Enhanced KNa1.1 Channel Underlies Cortical Hyperexcitability and Seizure Susceptibility after Traumatic Brain Injury

Pathogenic variants of the sodium-activated potassium channel KNa1.1, have been reported in multiple epileptic disorders. However, whether and how KNa1.1 channel is involved in epileptogenesis after traumatic brain injury (TBI) remains unknown. Firstly, we used behavioral monitoring and EEG recording to examine physiological property, spontaneous seizure activity, and seizure susceptibility after TBI. We explored the changes of KNa1.1 channel following TBI, including changes of subcellular distribution and expression pattern. Meanwhile, we performed patch-clamp recording to detect the neuronal excitability. Furthermore, we built TBI model using kcnt1 −/− mice and compared seizure activity with those on wild- type mice. We found severity-dependent seizure susceptibility in different degree of injured mice. Meanwhile, increased neuronal expression of KNa1.1 channel, especially in inhibitory neurons, around the lesion was also observed following TBI with increased neuronal excitability including reduced firing rate of interneurons and imbalanced excitation and inhibition (E/I).
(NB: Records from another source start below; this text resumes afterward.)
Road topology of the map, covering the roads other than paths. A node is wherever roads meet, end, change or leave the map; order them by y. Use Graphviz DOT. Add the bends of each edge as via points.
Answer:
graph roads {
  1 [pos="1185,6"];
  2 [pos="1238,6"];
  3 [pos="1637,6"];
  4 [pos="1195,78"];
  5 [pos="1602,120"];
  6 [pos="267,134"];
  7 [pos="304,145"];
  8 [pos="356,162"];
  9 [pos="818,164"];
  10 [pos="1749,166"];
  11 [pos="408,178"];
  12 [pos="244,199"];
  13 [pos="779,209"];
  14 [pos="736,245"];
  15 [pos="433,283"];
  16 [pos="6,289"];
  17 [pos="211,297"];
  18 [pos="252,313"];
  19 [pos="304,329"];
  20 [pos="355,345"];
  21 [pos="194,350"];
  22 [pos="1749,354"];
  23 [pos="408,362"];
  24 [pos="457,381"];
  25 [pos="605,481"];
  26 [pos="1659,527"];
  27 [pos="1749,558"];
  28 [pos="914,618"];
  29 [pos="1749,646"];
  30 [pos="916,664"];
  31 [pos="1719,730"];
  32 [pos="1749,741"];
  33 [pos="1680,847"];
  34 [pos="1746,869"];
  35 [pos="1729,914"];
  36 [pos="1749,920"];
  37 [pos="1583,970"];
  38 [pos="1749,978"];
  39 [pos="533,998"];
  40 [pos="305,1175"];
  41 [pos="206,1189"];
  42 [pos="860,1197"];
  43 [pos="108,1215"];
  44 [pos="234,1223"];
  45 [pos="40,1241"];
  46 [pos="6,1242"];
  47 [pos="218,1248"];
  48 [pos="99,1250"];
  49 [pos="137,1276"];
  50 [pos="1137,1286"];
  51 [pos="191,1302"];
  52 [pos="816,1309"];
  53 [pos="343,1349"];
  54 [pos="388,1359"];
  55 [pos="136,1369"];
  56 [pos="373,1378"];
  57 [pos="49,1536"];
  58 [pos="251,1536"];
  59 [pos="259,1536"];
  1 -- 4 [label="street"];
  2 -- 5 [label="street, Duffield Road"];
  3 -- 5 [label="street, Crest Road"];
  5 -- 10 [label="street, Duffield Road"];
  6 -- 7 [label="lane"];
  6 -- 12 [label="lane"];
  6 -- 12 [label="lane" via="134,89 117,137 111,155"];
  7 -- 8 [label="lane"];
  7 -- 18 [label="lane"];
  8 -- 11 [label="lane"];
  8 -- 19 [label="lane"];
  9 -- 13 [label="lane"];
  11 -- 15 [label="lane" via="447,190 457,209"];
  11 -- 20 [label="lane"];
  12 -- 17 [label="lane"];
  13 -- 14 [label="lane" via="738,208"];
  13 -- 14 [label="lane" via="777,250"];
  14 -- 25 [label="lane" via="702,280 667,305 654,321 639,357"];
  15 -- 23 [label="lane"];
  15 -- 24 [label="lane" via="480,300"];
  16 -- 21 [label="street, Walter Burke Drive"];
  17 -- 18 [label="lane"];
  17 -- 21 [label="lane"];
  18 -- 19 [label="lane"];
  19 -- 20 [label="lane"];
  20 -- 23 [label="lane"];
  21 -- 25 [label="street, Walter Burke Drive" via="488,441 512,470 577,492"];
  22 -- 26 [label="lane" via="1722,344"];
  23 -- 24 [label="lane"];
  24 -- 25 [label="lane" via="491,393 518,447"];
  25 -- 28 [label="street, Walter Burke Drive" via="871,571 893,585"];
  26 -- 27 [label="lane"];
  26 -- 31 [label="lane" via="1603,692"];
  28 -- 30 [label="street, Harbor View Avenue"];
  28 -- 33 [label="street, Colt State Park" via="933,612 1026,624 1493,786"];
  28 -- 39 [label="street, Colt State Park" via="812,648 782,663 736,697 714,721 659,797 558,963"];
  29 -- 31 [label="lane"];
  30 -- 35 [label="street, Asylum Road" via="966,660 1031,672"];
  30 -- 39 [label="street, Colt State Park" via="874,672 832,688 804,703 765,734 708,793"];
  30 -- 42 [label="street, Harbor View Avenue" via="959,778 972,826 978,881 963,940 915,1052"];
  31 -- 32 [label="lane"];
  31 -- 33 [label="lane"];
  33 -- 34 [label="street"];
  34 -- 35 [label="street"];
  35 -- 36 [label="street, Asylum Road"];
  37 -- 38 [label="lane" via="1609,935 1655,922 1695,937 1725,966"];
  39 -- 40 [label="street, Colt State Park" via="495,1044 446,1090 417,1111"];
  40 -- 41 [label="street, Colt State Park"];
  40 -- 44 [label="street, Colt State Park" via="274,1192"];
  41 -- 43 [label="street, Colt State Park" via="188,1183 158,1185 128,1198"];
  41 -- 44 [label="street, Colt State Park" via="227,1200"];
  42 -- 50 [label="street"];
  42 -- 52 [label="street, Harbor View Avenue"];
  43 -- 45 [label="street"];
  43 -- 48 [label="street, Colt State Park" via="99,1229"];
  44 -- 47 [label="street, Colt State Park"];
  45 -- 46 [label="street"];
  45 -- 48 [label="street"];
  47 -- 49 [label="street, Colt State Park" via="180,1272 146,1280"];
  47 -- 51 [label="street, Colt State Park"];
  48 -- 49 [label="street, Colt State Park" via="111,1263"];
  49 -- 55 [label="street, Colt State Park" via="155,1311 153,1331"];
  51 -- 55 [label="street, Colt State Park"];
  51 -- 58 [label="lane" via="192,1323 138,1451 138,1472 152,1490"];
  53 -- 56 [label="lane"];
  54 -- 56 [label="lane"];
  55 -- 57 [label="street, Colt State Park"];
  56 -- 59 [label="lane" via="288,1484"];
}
Although the maximum frequency of action potential of kcnt1 −/− neurons was increased, kcnt1 −/− mice displayed decreased seizure susceptibility to the pentylenetetrazole (PTZ) after TBI. Taken together, this study suggests that pathologically enhanced expression and abnormally distributed KNa1.1 channel after TBI contribute to disputed E/I and seizure susceptibility, which might provide a potential therapeutic target on the epileptogenesis after TBI. ### Competing Interest Statement The authors have declared no competing interest.